The CHAIRMAN. Insull, United, and what company? Mr. CORCORAN. Insull, United, and Electric Bond & Share. That is brought out on page 3, paragraph 2 of this report. There are also some figures on interstate control. The CHAIRMAN. All right. Mr. CORCORAN. It was further found that that concentration was effected in a very unhealthy manner by pyramiding of control through this device of the holding company. In the utility field there are peculiarly favorable conditions for concentrating control and merging companies through the use of the holding company.

In the first place, with a securities market such as we normally have, if you put two or more companies together you haven't got to worry whether you are going to make money out of the business after it is merged, or are going to make more money than you could have made before. There is a securities market you can use.

You do not have to make your profits out of operations. Demand for holding-company securities, as built up in the securities market over a long period of time, have made it possible for promoters to put companies together to make a killing out of the sale of securities to the public, and then the company itself can go to the devil so far as they are concerned. They have made their profit.

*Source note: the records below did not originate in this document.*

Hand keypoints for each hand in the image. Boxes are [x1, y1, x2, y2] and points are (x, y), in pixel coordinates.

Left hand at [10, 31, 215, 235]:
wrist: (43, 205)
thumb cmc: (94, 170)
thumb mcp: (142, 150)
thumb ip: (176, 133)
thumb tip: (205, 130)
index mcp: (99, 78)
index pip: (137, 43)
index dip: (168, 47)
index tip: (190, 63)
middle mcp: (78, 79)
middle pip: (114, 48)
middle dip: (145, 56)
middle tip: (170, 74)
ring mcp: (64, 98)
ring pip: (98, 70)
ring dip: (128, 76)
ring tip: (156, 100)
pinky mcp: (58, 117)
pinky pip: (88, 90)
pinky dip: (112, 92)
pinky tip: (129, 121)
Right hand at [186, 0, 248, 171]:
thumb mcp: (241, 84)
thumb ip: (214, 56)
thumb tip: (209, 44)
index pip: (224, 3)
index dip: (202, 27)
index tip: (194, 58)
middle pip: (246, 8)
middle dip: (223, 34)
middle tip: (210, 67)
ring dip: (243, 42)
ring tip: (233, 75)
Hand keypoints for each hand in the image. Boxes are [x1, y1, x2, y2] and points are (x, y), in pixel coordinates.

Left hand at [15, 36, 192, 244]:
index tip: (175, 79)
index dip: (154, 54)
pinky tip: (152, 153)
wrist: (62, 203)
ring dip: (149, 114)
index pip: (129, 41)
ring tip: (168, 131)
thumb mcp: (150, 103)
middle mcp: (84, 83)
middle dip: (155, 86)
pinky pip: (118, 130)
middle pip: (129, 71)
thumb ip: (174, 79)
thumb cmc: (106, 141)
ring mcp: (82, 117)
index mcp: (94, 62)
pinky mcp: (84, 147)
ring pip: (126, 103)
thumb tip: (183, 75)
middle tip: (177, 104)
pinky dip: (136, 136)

The New York Legislative Investigating Committee, as the chairman pointed out in a speech he made on the floor of the Senate some 2 weeks ago, uncovered a case in 1925 in New York, in connection with the Associated Gas system, where in 1 year by selling 100 million dollars' worth of securities to the public in connection with a series of mergers, the promoters got out with a profit of $34,000,000, leaving the public holding the bag.

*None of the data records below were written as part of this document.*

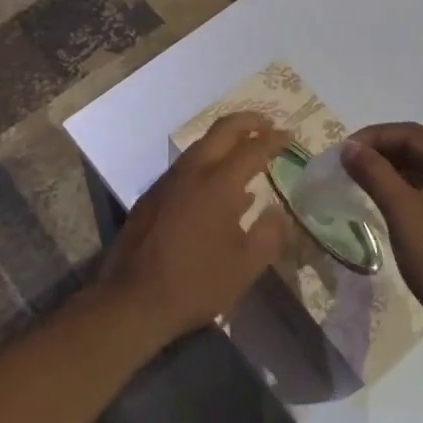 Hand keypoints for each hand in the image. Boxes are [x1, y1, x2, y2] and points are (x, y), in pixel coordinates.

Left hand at [100, 113, 291, 347]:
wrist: (132, 299)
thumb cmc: (195, 283)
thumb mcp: (245, 267)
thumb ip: (269, 235)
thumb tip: (279, 213)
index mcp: (219, 183)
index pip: (253, 149)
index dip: (274, 140)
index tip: (289, 137)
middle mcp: (193, 171)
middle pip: (223, 130)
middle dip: (248, 122)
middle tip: (267, 125)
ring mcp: (168, 180)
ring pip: (201, 144)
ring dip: (225, 140)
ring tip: (245, 150)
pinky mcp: (152, 194)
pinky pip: (186, 165)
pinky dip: (208, 161)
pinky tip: (216, 186)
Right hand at [341, 123, 422, 348]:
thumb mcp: (404, 213)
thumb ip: (375, 174)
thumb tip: (349, 147)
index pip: (410, 133)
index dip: (372, 138)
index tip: (340, 153)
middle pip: (418, 148)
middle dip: (380, 153)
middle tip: (345, 166)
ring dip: (390, 171)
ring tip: (357, 180)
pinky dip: (404, 189)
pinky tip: (382, 201)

It is obvious that when you can make profits like that out of mergers, in the securities market, you do not need to worry very much whether the merger will make money for you, as you have to worry if you are running, say, a shoe business and you want to take over somebody else's shoe business.

There is another reason why if you are a public-utility promoter sou do not have to worry as ordinary industry has to worry at the time of a merger. If I have a shoe business and I want to take over another shoe business I have to remember that if I cannot operate the unified business as well as I operated my first separate business, and if I cannot take care of it, I may lose my business. But when I am dealing with a local monopoly I cannot lose that business until I have goaded the public, whom I am supposed to serve, into a condition where they will demand and vote for a municipal plant, or haul me up before a regulatory commission, or otherwise get me into that we may call political trouble. That is, this utility merger business is not subject to the normal checks of competition; first, beause of the peculiar market built up for its securities; and, second, because the local monopoly nature of the business it is impossible for a competitor to take it away.